Are You Looking At The Wrong Part Of The Problem?

In business, we are frequently told that to build a successful company we have to find an answer to the customer’s problem. In government, the equivalent guidance to public officials is to solve the problems faced by constituents. This is good guidance, as far as it goes, except that we need to know what the problem really is before we can solve it.

Before those of us who are results-oriented, problem solvers jump into action, we need to make sure that we are looking at the right part of the problem. And that’s what Dan Heath’s new book, “Upstream: The Quest To Solve Problems Before They Happen” is all about.

Heath, along with his brother Chip, has brought us such useful books as “Made To Stick: Why Some Ideas Survive and Others Die” and “Switch: How to Change Things When Change Is Hard”.

As usual for a Heath book, it is well written and down to earth, but contains important concepts and research underneath the accessible writing.

He starts with a horrendous, if memorable, story about kids:

You and a friend are having a picnic by the side of a river. Suddenly you hear a shout from the direction of the water — a child is drowning. Without thinking, you both dive in, grab the child, and swim to shore. Before you can recover, you hear another child cry for help. You and your friend jump back in the river to rescue her as well. Then another struggling child drifts into sight…and another…and another. The two of you can barely keep up. Suddenly, you see your friend wading out of the water, seeming to leave you alone. “Where are you going?” you demand. Your friend answers, “I’m going upstream to tackle the guy who’s throwing all these kids in the water.”

 

Going upstream is necessary to solve the problem at its origin — hence the name of the book. The examples in the book range from important public, governmental problems to the problems of mid-sized businesses. While the most dramatic examples are about saving lives, the book is also useful for the less dramatic situations in business.

Heath’s theme is strongly, but politely, stated:

“So often we find ourselves reacting to problems, putting out fires, dealing with emergencies. We should shift our attention to preventing them.”

This reminds me of a less delicate reaction to this advice: “When you’re up to your waist in alligators, it’s hard to find time to drain the swamp”. And I often told my staff that unless you took some time to start draining the swamp, you are always going to be up to your waist in alligators.”
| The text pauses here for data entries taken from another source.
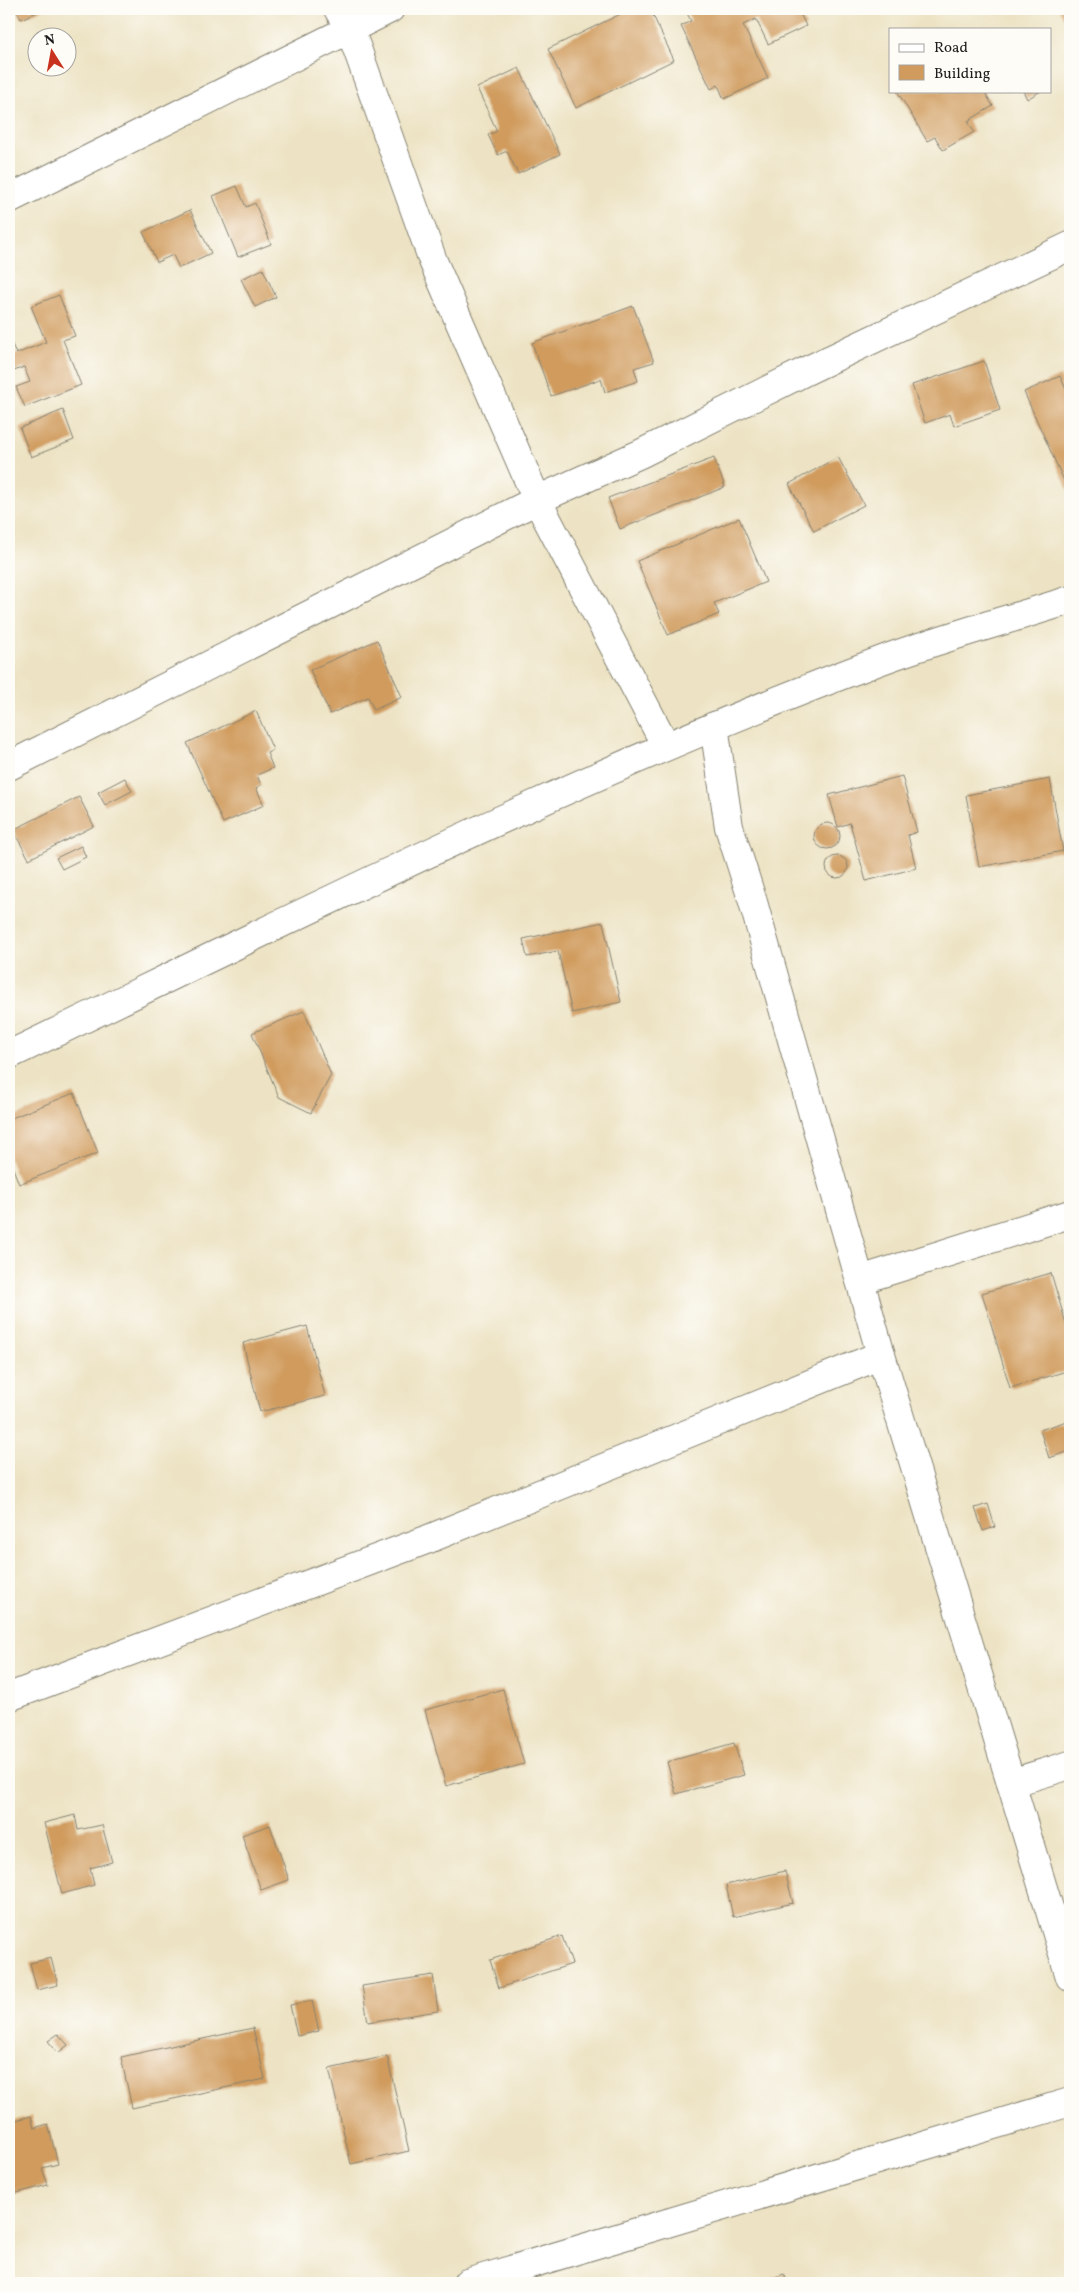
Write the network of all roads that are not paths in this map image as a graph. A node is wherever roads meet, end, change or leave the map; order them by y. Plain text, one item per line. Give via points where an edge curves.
1 (390, 9) edge
2 (344, 19) edge
3 (9, 199) edge
4 (1070, 246) edge
5 (537, 500) junction
6 (1070, 600) edge
7 (714, 726) junction
8 (666, 746) junction
9 (9, 766) edge
10 (9, 1055) edge
11 (1070, 1214) edge
12 (860, 1280) junction
13 (881, 1355) junction
14 (9, 1697) edge
15 (1070, 1765) edge
16 (1011, 1783) junction
17 (1070, 1977) edge
18 (1070, 2102) edge
19 (467, 2283) edge

1 - 2 street
2 - 3 street
2 - 5 street via 433,262
4 - 5 street via 640,454
5 - 8 street
5 - 9 street
6 - 7 street via 884,660
7 - 8 street
7 - 12 street via 729,827
8 - 10 street via 440,847
11 - 12 street
12 - 13 street
13 - 14 street via 426,1540
13 - 16 street
15 - 16 street
16 - 17 street
18 - 19 street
He elaborates and then asks a big question:

We put out fires. We deal with emergencies. We stay downstream, handling one problem after another, but we never make our way upstream to fix the systems that caused the problems. Firefighters extinguish flames in burning buildings, doctors treat patients with chronic illnesses, and call-center reps address customer complaints. But many fires, chronic illnesses, and customer complaints are preventable. So why do our efforts skew so heavily toward reaction rather than prevention?

His answer is that, in part, organizations have been designed to react — what I called some time ago the “inbox-outbox” view of a job. Get a problem, solve it, and then move to the next problem in the inbox.

Heath identifies three causes that lead people to focus downstream, not upstream where the real problem is.

  • Problem Blindness — “I don’t see the problem.”
  • A Lack of Ownership — “The problem isn’t mine to fix.”
  • Tunneling — “I can’t deal with the problem right now.”

In turn, these three primary causes lead to and are reinforced by a fatalistic attitude that bad things will happen and there is nothing you can do about that.

Ironically, success in fixing a problem downstream is often a mark of heroic achievement. Perhaps for that reason, people will jump in to own the emergency downstream, but there are fewer owners of the problem upstream.

…reactive efforts succeed when problems happen and they’re fixed. Preventive efforts succeed when nothing happens. Those who prevent problems get less recognition than those who “save the day” when the problem explodes in everyone’s faces.

Consider the all too common current retrospective on the Y2K problem. Since the problem didn’t turn out to be the disaster it could have been at the turn of the year 2000, some people have decided it wasn’t real after all. It was, but the issue was dealt with upstream by massive correction and replacement of out-of-date software.

Heath realizes that it is not simple for a leader with an upstream orientation to solve the problem there, rather than wait for the disaster downstream.

He asks leaders to first think about seven questions, which explores through many cases:

  • How will you get early warning of the problem?
  • How will you unite the right people to assess and solve the problem?
  • Where can you find a point of leverage?
  • Who will pay for what does not happen?
  • How will you change the system?
  • How will you know you’re succeeding?
  • How will you avoid doing harm?

Some of these questions and an understanding of what the upstream problem really is can start to be answered by the intelligent use of analytics. That too only complicates the issue for leaders, since an instinctive heroic reaction is much sexier than contemplating machine learning models and sexy usually beats out wisdom 🙂

Eventually Heath makes the argument that not only do we often focus on the wrong end of the problem, but that we think about the problem too simplistically. At that point in his argument, he introduces the necessity of systems thinking because, especially upstream, you may find a set of interrelated factors and not a simple one-way stream.